Assignment: Look through the listing underneath for "Chaudhary", and copy every line that has it.

--- Records for this exercise Enclosed Below ---

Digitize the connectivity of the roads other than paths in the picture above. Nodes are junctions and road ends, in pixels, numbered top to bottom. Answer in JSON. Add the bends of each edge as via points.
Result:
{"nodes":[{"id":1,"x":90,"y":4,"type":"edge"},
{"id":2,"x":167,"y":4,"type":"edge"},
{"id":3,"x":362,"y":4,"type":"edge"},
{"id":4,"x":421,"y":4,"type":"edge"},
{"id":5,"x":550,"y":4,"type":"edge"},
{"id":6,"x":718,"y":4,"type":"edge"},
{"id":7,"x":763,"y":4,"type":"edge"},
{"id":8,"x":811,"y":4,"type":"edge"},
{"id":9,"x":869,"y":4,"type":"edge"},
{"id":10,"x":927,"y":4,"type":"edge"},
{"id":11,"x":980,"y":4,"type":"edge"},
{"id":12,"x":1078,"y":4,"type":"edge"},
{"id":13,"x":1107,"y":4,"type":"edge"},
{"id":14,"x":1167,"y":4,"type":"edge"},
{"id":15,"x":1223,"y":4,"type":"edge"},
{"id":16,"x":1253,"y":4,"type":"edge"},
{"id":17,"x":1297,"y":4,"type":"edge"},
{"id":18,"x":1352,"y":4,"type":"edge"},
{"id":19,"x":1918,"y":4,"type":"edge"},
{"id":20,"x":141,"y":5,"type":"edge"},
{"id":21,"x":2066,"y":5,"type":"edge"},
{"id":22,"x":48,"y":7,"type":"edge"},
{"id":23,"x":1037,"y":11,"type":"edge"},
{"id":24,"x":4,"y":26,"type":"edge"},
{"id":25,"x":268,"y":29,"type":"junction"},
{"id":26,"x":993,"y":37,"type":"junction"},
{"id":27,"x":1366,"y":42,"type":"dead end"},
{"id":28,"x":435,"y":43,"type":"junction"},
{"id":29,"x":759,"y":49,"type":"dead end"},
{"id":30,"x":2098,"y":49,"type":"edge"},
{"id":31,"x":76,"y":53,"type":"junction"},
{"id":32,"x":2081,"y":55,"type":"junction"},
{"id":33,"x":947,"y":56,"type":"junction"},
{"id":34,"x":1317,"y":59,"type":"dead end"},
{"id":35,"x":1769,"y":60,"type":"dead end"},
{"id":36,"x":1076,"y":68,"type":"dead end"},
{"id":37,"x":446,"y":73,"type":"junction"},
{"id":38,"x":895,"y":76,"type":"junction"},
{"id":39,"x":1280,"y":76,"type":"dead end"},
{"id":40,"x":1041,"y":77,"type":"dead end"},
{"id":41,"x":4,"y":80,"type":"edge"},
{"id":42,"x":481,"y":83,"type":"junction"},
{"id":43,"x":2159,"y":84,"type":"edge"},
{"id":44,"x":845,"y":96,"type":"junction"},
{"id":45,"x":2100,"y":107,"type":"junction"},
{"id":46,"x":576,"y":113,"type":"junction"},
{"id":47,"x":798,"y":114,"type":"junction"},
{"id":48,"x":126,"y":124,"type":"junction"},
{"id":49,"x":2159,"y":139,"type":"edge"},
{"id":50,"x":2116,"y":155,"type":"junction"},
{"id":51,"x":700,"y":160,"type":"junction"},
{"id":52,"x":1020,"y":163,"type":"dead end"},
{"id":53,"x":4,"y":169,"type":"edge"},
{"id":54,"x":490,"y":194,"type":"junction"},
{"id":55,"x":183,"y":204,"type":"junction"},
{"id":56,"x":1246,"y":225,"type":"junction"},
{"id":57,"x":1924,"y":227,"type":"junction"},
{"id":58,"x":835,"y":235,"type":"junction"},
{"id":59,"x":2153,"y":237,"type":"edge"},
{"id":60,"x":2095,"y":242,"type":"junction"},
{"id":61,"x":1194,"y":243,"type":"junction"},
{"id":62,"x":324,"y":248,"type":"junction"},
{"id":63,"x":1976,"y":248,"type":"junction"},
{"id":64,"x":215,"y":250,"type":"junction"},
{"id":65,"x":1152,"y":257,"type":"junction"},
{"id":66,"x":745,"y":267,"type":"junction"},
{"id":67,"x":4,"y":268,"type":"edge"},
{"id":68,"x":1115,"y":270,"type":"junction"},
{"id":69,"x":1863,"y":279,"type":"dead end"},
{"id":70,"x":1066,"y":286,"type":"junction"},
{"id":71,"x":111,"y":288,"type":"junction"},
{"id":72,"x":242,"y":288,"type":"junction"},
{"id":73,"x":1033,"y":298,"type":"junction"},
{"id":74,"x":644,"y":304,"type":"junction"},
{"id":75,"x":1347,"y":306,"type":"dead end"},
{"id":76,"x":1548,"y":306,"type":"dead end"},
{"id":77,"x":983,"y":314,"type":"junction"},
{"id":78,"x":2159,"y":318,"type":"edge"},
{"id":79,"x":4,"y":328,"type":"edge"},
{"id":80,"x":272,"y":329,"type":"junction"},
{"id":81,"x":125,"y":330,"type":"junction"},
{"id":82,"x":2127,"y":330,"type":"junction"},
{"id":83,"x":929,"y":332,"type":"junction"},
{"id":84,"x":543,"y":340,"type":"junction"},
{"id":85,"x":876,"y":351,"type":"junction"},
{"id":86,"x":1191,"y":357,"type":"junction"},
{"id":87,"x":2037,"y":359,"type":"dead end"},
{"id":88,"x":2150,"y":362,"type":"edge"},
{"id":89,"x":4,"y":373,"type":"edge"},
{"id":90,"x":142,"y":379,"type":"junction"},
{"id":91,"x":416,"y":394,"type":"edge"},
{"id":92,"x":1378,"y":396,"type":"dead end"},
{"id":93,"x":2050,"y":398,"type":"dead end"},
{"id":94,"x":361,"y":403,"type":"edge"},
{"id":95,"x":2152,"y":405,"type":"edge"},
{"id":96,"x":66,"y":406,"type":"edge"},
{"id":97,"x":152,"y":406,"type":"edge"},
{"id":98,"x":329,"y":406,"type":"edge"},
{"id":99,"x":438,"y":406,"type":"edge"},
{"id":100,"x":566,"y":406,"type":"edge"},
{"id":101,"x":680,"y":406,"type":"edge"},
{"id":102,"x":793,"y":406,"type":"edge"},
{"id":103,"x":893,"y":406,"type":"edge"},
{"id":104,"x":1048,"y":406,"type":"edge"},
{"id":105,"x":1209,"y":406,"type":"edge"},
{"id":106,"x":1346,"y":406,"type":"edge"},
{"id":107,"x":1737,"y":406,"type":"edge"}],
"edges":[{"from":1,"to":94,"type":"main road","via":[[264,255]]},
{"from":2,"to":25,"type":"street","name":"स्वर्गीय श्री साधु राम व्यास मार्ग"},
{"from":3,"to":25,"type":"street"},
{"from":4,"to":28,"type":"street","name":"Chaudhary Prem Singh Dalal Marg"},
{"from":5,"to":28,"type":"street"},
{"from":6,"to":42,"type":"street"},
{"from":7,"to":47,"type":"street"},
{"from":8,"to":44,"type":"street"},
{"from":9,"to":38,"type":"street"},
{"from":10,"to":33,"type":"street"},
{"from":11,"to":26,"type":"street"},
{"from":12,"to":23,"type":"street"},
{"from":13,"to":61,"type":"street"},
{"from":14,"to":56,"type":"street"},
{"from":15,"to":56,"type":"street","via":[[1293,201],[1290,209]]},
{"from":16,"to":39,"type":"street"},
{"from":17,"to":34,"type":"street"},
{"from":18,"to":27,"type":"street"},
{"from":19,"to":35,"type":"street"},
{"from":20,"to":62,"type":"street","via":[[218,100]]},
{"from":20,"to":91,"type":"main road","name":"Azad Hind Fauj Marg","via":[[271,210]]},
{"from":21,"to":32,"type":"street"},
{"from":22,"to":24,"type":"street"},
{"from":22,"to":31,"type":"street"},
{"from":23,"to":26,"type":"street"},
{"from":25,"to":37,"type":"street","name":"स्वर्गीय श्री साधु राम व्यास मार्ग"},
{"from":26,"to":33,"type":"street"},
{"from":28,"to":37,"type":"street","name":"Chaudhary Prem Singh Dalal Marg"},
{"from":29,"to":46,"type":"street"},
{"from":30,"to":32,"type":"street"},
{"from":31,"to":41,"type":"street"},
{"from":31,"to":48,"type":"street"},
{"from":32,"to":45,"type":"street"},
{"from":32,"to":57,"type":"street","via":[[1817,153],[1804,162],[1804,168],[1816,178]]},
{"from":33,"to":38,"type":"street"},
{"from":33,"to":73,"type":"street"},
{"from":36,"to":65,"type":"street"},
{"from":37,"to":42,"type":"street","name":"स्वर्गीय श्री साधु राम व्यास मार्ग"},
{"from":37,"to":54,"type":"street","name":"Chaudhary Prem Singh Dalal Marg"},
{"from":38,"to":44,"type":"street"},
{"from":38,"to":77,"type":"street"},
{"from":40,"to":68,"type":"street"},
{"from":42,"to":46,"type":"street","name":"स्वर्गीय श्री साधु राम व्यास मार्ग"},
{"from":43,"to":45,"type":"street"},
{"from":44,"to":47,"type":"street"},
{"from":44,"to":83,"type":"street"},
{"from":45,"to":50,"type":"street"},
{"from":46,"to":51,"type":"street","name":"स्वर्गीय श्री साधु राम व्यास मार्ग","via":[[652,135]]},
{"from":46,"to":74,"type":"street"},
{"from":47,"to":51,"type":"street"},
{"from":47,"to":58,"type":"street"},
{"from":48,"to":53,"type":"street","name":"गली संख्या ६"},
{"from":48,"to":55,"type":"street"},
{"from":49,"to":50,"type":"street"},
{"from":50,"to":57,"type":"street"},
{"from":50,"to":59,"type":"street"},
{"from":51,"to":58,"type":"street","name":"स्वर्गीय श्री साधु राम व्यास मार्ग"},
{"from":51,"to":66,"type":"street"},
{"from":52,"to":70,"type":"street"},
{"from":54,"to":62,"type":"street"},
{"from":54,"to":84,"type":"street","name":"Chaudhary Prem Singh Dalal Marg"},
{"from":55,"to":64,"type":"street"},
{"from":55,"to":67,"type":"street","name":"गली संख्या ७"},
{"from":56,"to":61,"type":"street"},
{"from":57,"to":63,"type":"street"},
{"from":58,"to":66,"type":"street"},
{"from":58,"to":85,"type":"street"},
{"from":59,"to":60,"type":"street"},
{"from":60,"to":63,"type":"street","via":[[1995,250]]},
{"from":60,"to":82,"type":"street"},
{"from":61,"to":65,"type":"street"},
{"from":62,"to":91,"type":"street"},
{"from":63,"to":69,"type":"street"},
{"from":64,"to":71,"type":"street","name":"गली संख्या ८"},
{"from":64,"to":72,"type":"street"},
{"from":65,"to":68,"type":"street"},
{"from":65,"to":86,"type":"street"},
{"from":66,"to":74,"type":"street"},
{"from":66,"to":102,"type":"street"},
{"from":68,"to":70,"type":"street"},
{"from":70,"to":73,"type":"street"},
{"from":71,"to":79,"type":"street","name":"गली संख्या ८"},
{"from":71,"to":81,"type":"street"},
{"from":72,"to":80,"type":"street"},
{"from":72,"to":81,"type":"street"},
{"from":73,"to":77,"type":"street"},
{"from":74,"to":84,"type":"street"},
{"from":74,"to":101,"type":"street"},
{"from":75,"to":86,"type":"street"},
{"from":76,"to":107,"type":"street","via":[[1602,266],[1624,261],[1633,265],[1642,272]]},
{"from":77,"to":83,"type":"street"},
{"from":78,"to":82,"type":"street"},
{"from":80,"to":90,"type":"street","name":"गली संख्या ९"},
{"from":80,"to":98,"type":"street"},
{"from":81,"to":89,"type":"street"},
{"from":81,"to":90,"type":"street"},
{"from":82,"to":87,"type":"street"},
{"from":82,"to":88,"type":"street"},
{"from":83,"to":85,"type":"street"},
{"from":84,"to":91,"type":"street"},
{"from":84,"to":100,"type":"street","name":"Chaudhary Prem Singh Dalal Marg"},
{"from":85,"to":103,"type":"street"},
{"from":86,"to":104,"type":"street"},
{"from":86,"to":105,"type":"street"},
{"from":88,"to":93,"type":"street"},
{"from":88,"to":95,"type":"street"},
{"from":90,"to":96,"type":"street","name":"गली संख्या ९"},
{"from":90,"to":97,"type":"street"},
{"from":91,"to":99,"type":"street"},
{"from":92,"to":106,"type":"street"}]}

--- End of Enclosed Records for this exercise ---

Task answer:
{"from":4,"to":28,"type":"street","name":"Chaudhary Prem Singh Dalal Marg"},
{"from":28,"to":37,"type":"street","name":"Chaudhary Prem Singh Dalal Marg"},
{"from":37,"to":54,"type":"street","name":"Chaudhary Prem Singh Dalal Marg"},
{"from":54,"to":84,"type":"street","name":"Chaudhary Prem Singh Dalal Marg"},
{"from":84,"to":100,"type":"street","name":"Chaudhary Prem Singh Dalal Marg"},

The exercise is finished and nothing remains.